[AVAILABLE DATA — start]

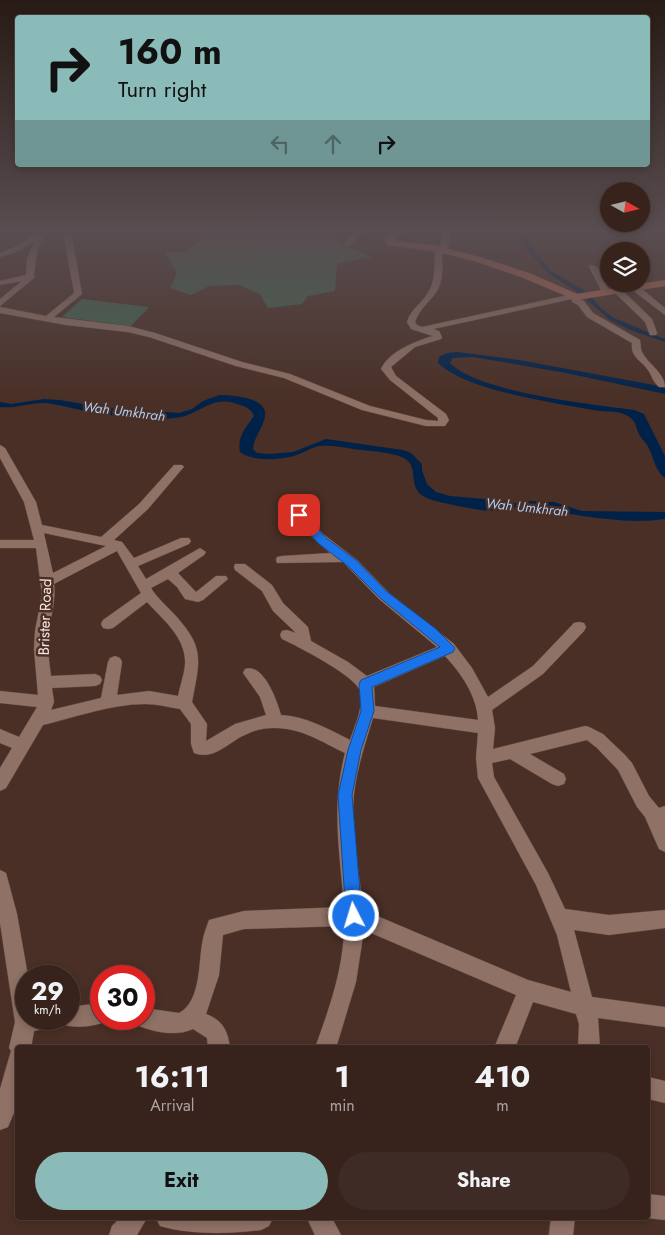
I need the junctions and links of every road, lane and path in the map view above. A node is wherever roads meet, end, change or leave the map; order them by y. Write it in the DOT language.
graph roads {
  1 [pos="18,289"];
  2 [pos="77,289"];
  3 [pos="434,289"];
  4 [pos="556,289"];
  5 [pos="606,292"];
  6 [pos="613,292"];
  7 [pos="640,292"];
  8 [pos="577,297"];
  9 [pos="0,303"];
  10 [pos="0,310"];
  11 [pos="665,312"];
  12 [pos="48,318"];
  13 [pos="422,330"];
  14 [pos="653,333"];
  15 [pos="662,385"];
  16 [pos="2,457"];
  17 [pos="178,467"];
  18 [pos="299,515"];
  19 [pos="38,528"];
  20 [pos="104,541"];
  21 [pos="185,541"];
  22 [pos="0,544"];
  23 [pos="42,544"];
  24 [pos="118,545"];
  25 [pos="200,552"];
  26 [pos="345,558"];
  27 [pos="282,560"];
  28 [pos="130,564"];
  29 [pos="240,567"];
  30 [pos="169,573"];
  31 [pos="222,579"];
  32 [pos="48,581"];
  33 [pos="146,590"];
  34 [pos="108,624"];
  35 [pos="579,627"];
  36 [pos="287,635"];
  37 [pos="304,643"];
  38 [pos="449,648"];
  39 [pos="115,662"];
  40 [pos="250,674"];
  41 [pos="95,680"];
  42 [pos="45,682"];
  43 [pos="365,684"];
  44 [pos="0,697"];
  45 [pos="46,702"];
  46 [pos="184,703"];
  47 [pos="108,704"];
  48 [pos="484,708"];
  49 [pos="368,711"];
  50 [pos="36,720"];
  51 [pos="275,721"];
  52 [pos="487,728"];
  53 [pos="0,736"];
  54 [pos="22,745"];
  55 [pos="354,750"];
  56 [pos="512,751"];
  57 [pos="484,758"];
  58 [pos="558,779"];
  59 [pos="0,783"];
  60 [pos="658,813"];
  61 [pos="665,843"];
  62 [pos="0,879"];
  63 [pos="354,916"];
  64 [pos="559,918"];
  65 [pos="665,919"];
  66 [pos="6,934"];
  67 [pos="15,974"];
  68 [pos="528,990"];
  69 [pos="585,1006"];
  70 [pos="665,1017"];
  71 [pos="191,1018"];
  72 [pos="155,1020"];
  73 [pos="24,1030"];
  74 [pos="21,1045"];
  75 [pos="219,1045"];
  76 [pos="326,1045"];
  77 [pos="505,1045"];
  78 [pos="589,1045"];
  79 [pos="15,1072"];
  80 [pos="650,1088"];
  81 [pos="665,1092"];
  82 [pos="0,1119"];
  83 [pos="650,1206"];
  84 [pos="665,1208"];
  85 [pos="133,1220"];
  86 [pos="184,1220"];
  87 [pos="249,1220"];
  88 [pos="320,1220"];
  89 [pos="563,1220"];
  90 [pos="121,1235"];
  91 [pos="329,1235"];
  92 [pos="561,1235"];
  1 -- 9 [label="street"];
  2 -- 12 [label="street"];
  3 -- 13 [label="street"];
  4 -- 8 [label="main road"];
  5 -- 8 [label="main road"];
  6 -- 14 [label="street"];
  7 -- 11 [label="street"];
  8 -- 13 [label="street"];
  8 -- 15 [label="street"];
  10 -- 12 [label="street"];
  12 -- 13 [label="street"];
  16 -- 19 [label="street, Brister Road"];
  17 -- 20 [label="street"];
  18 -- 26 [label="street"];
  19 -- 20 [label="street"];
  19 -- 23 [label="street, Brister Road"];
  20 -- 24 [label="street"];
  21 -- 28 [label="street"];
  22 -- 23 [label="street"];
  23 -- 32 [label="street, Brister Road"];
  24 -- 28 [label="street"];
  24 -- 32 [label="street"];
  25 -- 30 [label="street"];
  26 -- 27 [label="street"];
  26 -- 38 [label="street"];
  28 -- 33 [label="street"];
  29 -- 37 [label="street"];
  30 -- 31 [label="street"];
  30 -- 33 [label="street"];
  32 -- 42 [label="street, Brister Road"];
  33 -- 34 [label="street"];
  33 -- 46 [label="street"];
  35 -- 48 [label="street"];
  36 -- 37 [label="street"];
  37 -- 43 [label="street"];
  38 -- 43 [label="street"];
  38 -- 48 [label="street"];
  39 -- 47 [label="street"];
  40 -- 51 [label="street"];
  41 -- 42 [label="street"];
  42 -- 45 [label="street, Brister Road"];
  43 -- 49 [label="street"];
  44 -- 45 [label="street"];
  45 -- 50 [label="street"];
  46 -- 47 [label="street"];
  46 -- 51 [label="street"];
  47 -- 50 [label="street"];
  48 -- 52 [label="street"];
  49 -- 52 [label="street"];
  49 -- 55 [label="street"];
  50 -- 54 [label="street"];
  51 -- 55 [label="street"];
  52 -- 57 [label="street"];
  53 -- 54 [label="street"];
  54 -- 59 [label="street"];
  55 -- 63 [label="street"];
  56 -- 57 [label="street"];
  56 -- 58 [label="street"];
  56 -- 60 [label="street"];
  57 -- 64 [label="street"];
  60 -- 61 [label="street"];
  62 -- 66 [label="street"];
  63 -- 68 [label="street"];
  63 -- 71 [label="street"];
  63 -- 76 [label="street"];
  64 -- 65 [label="street"];
  64 -- 69 [label="street"];
  66 -- 67 [label="street"];
  68 -- 69 [label="street"];
  68 -- 77 [label="street"];
  69 -- 70 [label="street"];
  69 -- 78 [label="street"];
  71 -- 72 [label="street"];
  71 -- 75 [label="street"];
  73 -- 74 [label="street"];
  79 -- 82 [label="street"];
  80 -- 81 [label="street"];
  83 -- 84 [label="street"];
  85 -- 90 [label="street"];
  86 -- 87 [label="street"];
  88 -- 91 [label="street"];
  89 -- 92 [label="street"];
}
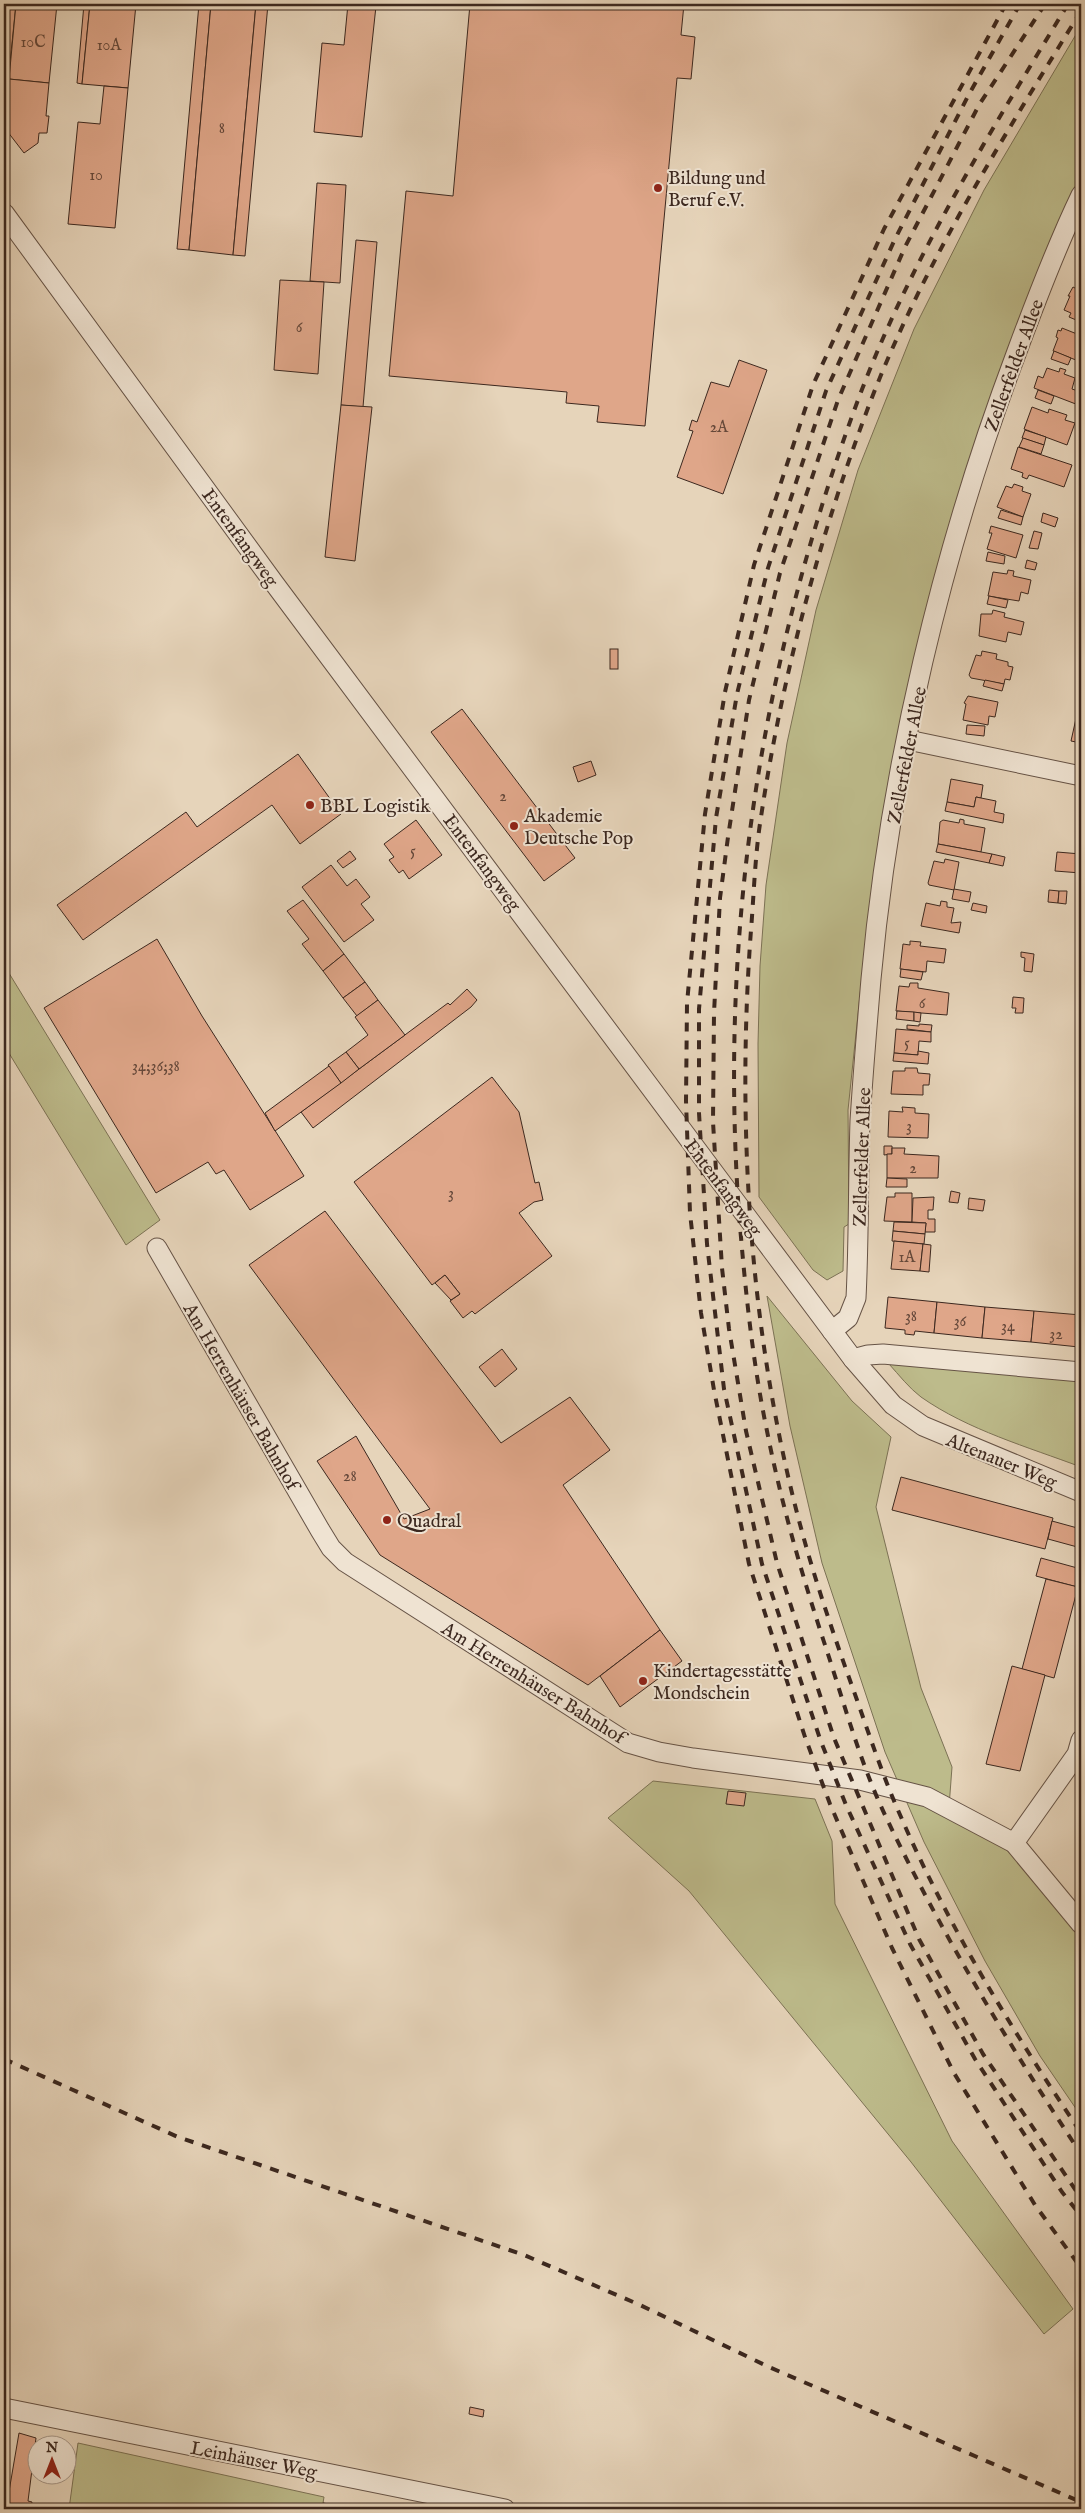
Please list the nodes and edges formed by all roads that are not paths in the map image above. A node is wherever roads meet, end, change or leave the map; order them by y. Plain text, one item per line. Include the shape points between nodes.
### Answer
1 (1081, 195) edge
2 (4, 213) edge
3 (908, 740) junction
4 (1081, 776) edge
5 (157, 1248) dead end
6 (832, 1331) junction
7 (853, 1359) junction
8 (1081, 1372) edge
9 (922, 1426) joint
10 (1081, 1492) edge
11 (1081, 1740) edge
12 (1014, 1843) junction
13 (1081, 1924) edge
14 (4, 2408) edge
15 (505, 2509) edge

1 - 3 street, Zellerfelder Allee via 1041,288 994,413 931,630
2 - 6 street, Entenfangweg via 274,583
3 - 4 street
3 - 6 street, Zellerfelder Allee via 886,854 871,977 860,1121 856,1298 848,1318
5 - 12 street, Am Herrenhäuser Bahnhof via 320,1530 345,1562 628,1743 693,1758 899,1788 949,1807
6 - 7 street, Entenfangweg
7 - 8 street via 883,1354
7 - 9 street, Entenfangweg via 893,1405
9 - 10 street, Altenauer Weg
11 - 12 street via 1076,1754
12 - 13 street, Am Herrenhäuser Bahnhof
14 - 15 street, Leinhäuser Weg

[AVAILABLE DATA — finish]

- [ASSIGNED TASK] Drop the pictures and give every line above again exactly.

- [ANSWER SECTION]
I need the junctions and links of every road, lane and path in the map view above. A node is wherever roads meet, end, change or leave the map; order them by y. Write it in the DOT language.
graph roads {
  1 [pos="18,289"];
  2 [pos="77,289"];
  3 [pos="434,289"];
  4 [pos="556,289"];
  5 [pos="606,292"];
  6 [pos="613,292"];
  7 [pos="640,292"];
  8 [pos="577,297"];
  9 [pos="0,303"];
  10 [pos="0,310"];
  11 [pos="665,312"];
  12 [pos="48,318"];
  13 [pos="422,330"];
  14 [pos="653,333"];
  15 [pos="662,385"];
  16 [pos="2,457"];
  17 [pos="178,467"];
  18 [pos="299,515"];
  19 [pos="38,528"];
  20 [pos="104,541"];
  21 [pos="185,541"];
  22 [pos="0,544"];
  23 [pos="42,544"];
  24 [pos="118,545"];
  25 [pos="200,552"];
  26 [pos="345,558"];
  27 [pos="282,560"];
  28 [pos="130,564"];
  29 [pos="240,567"];
  30 [pos="169,573"];
  31 [pos="222,579"];
  32 [pos="48,581"];
  33 [pos="146,590"];
  34 [pos="108,624"];
  35 [pos="579,627"];
  36 [pos="287,635"];
  37 [pos="304,643"];
  38 [pos="449,648"];
  39 [pos="115,662"];
  40 [pos="250,674"];
  41 [pos="95,680"];
  42 [pos="45,682"];
  43 [pos="365,684"];
  44 [pos="0,697"];
  45 [pos="46,702"];
  46 [pos="184,703"];
  47 [pos="108,704"];
  48 [pos="484,708"];
  49 [pos="368,711"];
  50 [pos="36,720"];
  51 [pos="275,721"];
  52 [pos="487,728"];
  53 [pos="0,736"];
  54 [pos="22,745"];
  55 [pos="354,750"];
  56 [pos="512,751"];
  57 [pos="484,758"];
  58 [pos="558,779"];
  59 [pos="0,783"];
  60 [pos="658,813"];
  61 [pos="665,843"];
  62 [pos="0,879"];
  63 [pos="354,916"];
  64 [pos="559,918"];
  65 [pos="665,919"];
  66 [pos="6,934"];
  67 [pos="15,974"];
  68 [pos="528,990"];
  69 [pos="585,1006"];
  70 [pos="665,1017"];
  71 [pos="191,1018"];
  72 [pos="155,1020"];
  73 [pos="24,1030"];
  74 [pos="21,1045"];
  75 [pos="219,1045"];
  76 [pos="326,1045"];
  77 [pos="505,1045"];
  78 [pos="589,1045"];
  79 [pos="15,1072"];
  80 [pos="650,1088"];
  81 [pos="665,1092"];
  82 [pos="0,1119"];
  83 [pos="650,1206"];
  84 [pos="665,1208"];
  85 [pos="133,1220"];
  86 [pos="184,1220"];
  87 [pos="249,1220"];
  88 [pos="320,1220"];
  89 [pos="563,1220"];
  90 [pos="121,1235"];
  91 [pos="329,1235"];
  92 [pos="561,1235"];
  1 -- 9 [label="street"];
  2 -- 12 [label="street"];
  3 -- 13 [label="street"];
  4 -- 8 [label="main road"];
  5 -- 8 [label="main road"];
  6 -- 14 [label="street"];
  7 -- 11 [label="street"];
  8 -- 13 [label="street"];
  8 -- 15 [label="street"];
  10 -- 12 [label="street"];
  12 -- 13 [label="street"];
  16 -- 19 [label="street, Brister Road"];
  17 -- 20 [label="street"];
  18 -- 26 [label="street"];
  19 -- 20 [label="street"];
  19 -- 23 [label="street, Brister Road"];
  20 -- 24 [label="street"];
  21 -- 28 [label="street"];
  22 -- 23 [label="street"];
  23 -- 32 [label="street, Brister Road"];
  24 -- 28 [label="street"];
  24 -- 32 [label="street"];
  25 -- 30 [label="street"];
  26 -- 27 [label="street"];
  26 -- 38 [label="street"];
  28 -- 33 [label="street"];
  29 -- 37 [label="street"];
  30 -- 31 [label="street"];
  30 -- 33 [label="street"];
  32 -- 42 [label="street, Brister Road"];
  33 -- 34 [label="street"];
  33 -- 46 [label="street"];
  35 -- 48 [label="street"];
  36 -- 37 [label="street"];
  37 -- 43 [label="street"];
  38 -- 43 [label="street"];
  38 -- 48 [label="street"];
  39 -- 47 [label="street"];
  40 -- 51 [label="street"];
  41 -- 42 [label="street"];
  42 -- 45 [label="street, Brister Road"];
  43 -- 49 [label="street"];
  44 -- 45 [label="street"];
  45 -- 50 [label="street"];
  46 -- 47 [label="street"];
  46 -- 51 [label="street"];
  47 -- 50 [label="street"];
  48 -- 52 [label="street"];
  49 -- 52 [label="street"];
  49 -- 55 [label="street"];
  50 -- 54 [label="street"];
  51 -- 55 [label="street"];
  52 -- 57 [label="street"];
  53 -- 54 [label="street"];
  54 -- 59 [label="street"];
  55 -- 63 [label="street"];
  56 -- 57 [label="street"];
  56 -- 58 [label="street"];
  56 -- 60 [label="street"];
  57 -- 64 [label="street"];
  60 -- 61 [label="street"];
  62 -- 66 [label="street"];
  63 -- 68 [label="street"];
  63 -- 71 [label="street"];
  63 -- 76 [label="street"];
  64 -- 65 [label="street"];
  64 -- 69 [label="street"];
  66 -- 67 [label="street"];
  68 -- 69 [label="street"];
  68 -- 77 [label="street"];
  69 -- 70 [label="street"];
  69 -- 78 [label="street"];
  71 -- 72 [label="street"];
  71 -- 75 [label="street"];
  73 -- 74 [label="street"];
  79 -- 82 [label="street"];
  80 -- 81 [label="street"];
  83 -- 84 [label="street"];
  85 -- 90 [label="street"];
  86 -- 87 [label="street"];
  88 -- 91 [label="street"];
  89 -- 92 [label="street"];
}
Please list the nodes and edges formed by all roads that are not paths in the map image above. A node is wherever roads meet, end, change or leave the map; order them by y. Plain text, one item per line. Include the shape points between nodes.
### Answer
1 (1081, 195) edge
2 (4, 213) edge
3 (908, 740) junction
4 (1081, 776) edge
5 (157, 1248) dead end
6 (832, 1331) junction
7 (853, 1359) junction
8 (1081, 1372) edge
9 (922, 1426) joint
10 (1081, 1492) edge
11 (1081, 1740) edge
12 (1014, 1843) junction
13 (1081, 1924) edge
14 (4, 2408) edge
15 (505, 2509) edge

1 - 3 street, Zellerfelder Allee via 1041,288 994,413 931,630
2 - 6 street, Entenfangweg via 274,583
3 - 4 street
3 - 6 street, Zellerfelder Allee via 886,854 871,977 860,1121 856,1298 848,1318
5 - 12 street, Am Herrenhäuser Bahnhof via 320,1530 345,1562 628,1743 693,1758 899,1788 949,1807
6 - 7 street, Entenfangweg
7 - 8 street via 883,1354
7 - 9 street, Entenfangweg via 893,1405
9 - 10 street, Altenauer Weg
11 - 12 street via 1076,1754
12 - 13 street, Am Herrenhäuser Bahnhof
14 - 15 street, Leinhäuser Weg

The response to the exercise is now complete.